- _How to complete this task_:
Give again, word for word, each line below starting at the one that contains "Which roads connect" and ending at the one that contains "Write the network".

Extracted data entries
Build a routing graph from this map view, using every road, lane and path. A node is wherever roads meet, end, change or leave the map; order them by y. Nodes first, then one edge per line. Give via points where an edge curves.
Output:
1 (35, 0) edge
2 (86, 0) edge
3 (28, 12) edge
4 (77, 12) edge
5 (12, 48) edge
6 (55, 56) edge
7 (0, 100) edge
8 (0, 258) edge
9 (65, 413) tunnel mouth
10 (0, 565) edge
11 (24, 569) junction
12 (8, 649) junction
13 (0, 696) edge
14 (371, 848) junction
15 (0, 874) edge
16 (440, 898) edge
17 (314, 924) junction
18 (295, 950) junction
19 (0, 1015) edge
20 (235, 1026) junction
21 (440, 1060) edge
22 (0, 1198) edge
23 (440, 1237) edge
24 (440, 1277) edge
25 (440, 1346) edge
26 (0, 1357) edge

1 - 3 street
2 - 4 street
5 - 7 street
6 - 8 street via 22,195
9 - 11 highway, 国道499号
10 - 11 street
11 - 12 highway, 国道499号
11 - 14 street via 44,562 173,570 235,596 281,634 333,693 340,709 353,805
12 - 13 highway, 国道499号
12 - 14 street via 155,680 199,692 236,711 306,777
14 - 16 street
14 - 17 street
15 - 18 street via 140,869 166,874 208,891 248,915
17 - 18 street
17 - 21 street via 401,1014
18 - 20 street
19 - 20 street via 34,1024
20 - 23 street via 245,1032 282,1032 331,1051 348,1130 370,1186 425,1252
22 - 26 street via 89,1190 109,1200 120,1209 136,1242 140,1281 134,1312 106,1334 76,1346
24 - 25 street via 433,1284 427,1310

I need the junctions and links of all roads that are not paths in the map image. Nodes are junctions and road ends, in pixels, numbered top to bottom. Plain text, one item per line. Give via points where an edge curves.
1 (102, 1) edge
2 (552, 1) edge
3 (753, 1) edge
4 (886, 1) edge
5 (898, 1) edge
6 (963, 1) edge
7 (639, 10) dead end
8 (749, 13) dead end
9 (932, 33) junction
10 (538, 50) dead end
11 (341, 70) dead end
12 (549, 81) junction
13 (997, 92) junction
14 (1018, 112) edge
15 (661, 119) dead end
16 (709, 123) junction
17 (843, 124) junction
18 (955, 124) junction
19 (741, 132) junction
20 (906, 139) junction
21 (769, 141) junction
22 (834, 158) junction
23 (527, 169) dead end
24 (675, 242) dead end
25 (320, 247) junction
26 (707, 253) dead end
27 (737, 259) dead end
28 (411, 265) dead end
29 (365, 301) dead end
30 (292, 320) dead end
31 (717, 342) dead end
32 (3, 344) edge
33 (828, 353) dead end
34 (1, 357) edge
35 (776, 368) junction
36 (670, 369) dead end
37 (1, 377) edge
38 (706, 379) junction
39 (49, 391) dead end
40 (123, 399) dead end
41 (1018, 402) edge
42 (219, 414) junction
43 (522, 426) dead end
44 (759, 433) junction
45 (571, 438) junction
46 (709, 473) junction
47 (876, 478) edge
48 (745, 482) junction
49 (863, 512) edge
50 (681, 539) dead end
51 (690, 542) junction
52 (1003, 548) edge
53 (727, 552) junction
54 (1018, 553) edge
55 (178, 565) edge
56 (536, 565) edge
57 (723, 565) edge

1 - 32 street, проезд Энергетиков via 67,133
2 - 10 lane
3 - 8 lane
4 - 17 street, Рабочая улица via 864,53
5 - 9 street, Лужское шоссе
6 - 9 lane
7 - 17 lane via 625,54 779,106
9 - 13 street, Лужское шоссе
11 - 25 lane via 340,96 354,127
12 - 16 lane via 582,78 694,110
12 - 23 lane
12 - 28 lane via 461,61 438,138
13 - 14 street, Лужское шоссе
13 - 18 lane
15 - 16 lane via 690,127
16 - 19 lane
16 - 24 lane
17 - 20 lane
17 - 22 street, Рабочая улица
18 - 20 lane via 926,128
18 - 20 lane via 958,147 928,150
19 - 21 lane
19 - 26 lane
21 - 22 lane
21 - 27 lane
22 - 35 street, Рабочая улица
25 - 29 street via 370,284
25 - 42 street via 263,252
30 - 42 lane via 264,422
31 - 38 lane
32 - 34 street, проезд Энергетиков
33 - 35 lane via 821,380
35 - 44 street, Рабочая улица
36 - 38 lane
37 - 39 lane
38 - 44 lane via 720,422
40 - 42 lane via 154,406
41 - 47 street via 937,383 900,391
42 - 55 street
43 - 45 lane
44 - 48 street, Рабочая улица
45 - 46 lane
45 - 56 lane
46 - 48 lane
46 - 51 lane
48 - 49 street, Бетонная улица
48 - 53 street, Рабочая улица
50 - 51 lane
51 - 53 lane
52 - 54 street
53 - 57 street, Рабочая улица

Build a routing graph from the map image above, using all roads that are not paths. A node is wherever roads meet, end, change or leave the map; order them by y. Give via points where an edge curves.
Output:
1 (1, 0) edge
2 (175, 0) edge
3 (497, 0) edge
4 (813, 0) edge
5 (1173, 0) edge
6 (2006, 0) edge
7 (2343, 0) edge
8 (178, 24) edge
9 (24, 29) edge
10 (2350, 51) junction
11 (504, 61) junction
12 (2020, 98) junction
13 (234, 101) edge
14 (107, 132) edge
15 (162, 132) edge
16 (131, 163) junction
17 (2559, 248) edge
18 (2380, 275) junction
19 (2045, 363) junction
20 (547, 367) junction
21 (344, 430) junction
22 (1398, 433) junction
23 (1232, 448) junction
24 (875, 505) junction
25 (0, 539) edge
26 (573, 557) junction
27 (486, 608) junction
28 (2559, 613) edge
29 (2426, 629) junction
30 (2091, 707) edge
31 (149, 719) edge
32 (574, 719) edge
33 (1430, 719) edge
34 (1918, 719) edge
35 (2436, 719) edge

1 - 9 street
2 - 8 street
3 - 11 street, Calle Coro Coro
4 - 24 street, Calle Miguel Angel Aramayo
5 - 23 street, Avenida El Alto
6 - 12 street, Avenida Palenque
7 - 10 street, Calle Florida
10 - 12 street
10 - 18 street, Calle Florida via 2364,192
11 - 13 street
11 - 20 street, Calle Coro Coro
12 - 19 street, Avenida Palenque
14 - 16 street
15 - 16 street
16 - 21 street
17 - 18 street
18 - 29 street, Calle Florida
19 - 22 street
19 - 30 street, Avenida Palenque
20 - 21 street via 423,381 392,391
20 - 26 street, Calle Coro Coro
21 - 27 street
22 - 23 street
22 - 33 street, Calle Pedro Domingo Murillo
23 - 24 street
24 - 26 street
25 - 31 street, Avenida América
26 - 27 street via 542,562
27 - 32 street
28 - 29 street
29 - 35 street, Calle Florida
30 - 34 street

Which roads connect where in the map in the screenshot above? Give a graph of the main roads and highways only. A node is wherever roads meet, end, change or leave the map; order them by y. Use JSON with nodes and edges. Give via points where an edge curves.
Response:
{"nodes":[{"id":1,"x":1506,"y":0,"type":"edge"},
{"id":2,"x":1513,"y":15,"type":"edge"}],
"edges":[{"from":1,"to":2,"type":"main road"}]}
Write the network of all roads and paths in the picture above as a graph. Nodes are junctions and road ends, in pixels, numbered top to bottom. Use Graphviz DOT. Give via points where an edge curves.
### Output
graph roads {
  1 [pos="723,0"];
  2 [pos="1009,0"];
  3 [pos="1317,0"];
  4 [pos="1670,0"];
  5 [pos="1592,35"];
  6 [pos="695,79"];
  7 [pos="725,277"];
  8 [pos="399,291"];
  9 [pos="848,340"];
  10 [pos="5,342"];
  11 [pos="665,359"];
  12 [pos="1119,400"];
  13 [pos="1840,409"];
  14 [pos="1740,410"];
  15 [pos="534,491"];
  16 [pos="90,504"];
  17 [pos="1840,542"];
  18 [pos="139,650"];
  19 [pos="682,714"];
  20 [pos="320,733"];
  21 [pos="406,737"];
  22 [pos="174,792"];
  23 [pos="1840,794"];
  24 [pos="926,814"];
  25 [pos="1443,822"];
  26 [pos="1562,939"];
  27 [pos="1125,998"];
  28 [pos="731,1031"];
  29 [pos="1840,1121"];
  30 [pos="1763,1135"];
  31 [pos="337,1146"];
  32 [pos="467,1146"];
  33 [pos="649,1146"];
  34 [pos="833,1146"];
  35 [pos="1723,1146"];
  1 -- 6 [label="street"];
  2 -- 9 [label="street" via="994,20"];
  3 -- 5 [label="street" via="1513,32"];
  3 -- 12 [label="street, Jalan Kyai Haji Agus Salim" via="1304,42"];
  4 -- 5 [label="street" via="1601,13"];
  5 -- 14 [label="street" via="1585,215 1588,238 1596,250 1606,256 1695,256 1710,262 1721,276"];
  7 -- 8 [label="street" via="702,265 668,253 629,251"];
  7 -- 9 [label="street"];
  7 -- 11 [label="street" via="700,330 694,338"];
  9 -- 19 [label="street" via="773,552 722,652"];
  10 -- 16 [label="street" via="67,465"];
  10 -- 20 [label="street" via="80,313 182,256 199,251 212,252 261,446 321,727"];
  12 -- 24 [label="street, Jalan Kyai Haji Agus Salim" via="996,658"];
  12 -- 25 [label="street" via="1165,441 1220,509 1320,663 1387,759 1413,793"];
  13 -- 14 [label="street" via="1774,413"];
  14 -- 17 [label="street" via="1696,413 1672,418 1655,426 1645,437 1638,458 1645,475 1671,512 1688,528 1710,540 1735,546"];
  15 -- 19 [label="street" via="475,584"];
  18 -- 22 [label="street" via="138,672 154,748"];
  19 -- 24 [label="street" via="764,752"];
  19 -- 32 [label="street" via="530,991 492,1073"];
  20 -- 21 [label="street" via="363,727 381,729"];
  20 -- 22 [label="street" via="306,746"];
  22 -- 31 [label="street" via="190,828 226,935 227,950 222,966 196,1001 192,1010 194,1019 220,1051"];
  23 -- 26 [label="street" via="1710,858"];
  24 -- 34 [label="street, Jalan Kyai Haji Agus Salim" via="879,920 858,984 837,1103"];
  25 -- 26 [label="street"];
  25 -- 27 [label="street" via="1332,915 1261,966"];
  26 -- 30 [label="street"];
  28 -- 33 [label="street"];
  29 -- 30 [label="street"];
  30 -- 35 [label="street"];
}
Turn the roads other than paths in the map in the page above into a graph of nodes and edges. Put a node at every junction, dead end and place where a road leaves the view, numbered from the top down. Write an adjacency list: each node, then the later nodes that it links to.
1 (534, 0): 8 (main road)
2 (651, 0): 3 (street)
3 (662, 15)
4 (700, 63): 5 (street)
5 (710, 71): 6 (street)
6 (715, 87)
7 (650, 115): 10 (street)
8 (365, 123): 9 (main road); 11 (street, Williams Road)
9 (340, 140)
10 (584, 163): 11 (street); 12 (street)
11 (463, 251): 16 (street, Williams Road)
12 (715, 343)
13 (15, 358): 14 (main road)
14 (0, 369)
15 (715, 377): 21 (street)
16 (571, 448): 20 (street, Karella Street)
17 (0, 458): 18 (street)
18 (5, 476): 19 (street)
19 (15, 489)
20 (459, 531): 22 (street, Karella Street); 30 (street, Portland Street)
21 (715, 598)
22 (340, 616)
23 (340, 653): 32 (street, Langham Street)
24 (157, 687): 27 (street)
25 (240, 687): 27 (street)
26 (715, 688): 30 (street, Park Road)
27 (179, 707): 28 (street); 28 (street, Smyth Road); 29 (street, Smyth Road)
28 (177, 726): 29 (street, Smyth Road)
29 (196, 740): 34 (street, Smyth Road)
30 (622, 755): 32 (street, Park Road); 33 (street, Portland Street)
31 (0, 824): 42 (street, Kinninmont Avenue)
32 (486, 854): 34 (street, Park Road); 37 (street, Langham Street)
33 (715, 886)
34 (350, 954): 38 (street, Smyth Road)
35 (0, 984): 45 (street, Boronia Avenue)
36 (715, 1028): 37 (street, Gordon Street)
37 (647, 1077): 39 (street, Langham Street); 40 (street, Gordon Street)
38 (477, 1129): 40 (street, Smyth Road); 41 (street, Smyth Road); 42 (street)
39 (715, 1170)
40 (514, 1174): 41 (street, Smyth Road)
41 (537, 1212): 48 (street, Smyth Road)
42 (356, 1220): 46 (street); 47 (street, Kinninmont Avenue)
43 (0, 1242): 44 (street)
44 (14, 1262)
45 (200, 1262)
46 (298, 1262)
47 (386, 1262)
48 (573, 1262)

- _Written response_:
Which roads connect where in the map in the screenshot above? Give a graph of the main roads and highways only. A node is wherever roads meet, end, change or leave the map; order them by y. Use JSON with nodes and edges. Give via points where an edge curves.
Response:
{"nodes":[{"id":1,"x":1506,"y":0,"type":"edge"},
{"id":2,"x":1513,"y":15,"type":"edge"}],
"edges":[{"from":1,"to":2,"type":"main road"}]}
Write the network of all roads and paths in the picture above as a graph. Nodes are junctions and road ends, in pixels, numbered top to bottom. Use Graphviz DOT. Give via points where an edge curves.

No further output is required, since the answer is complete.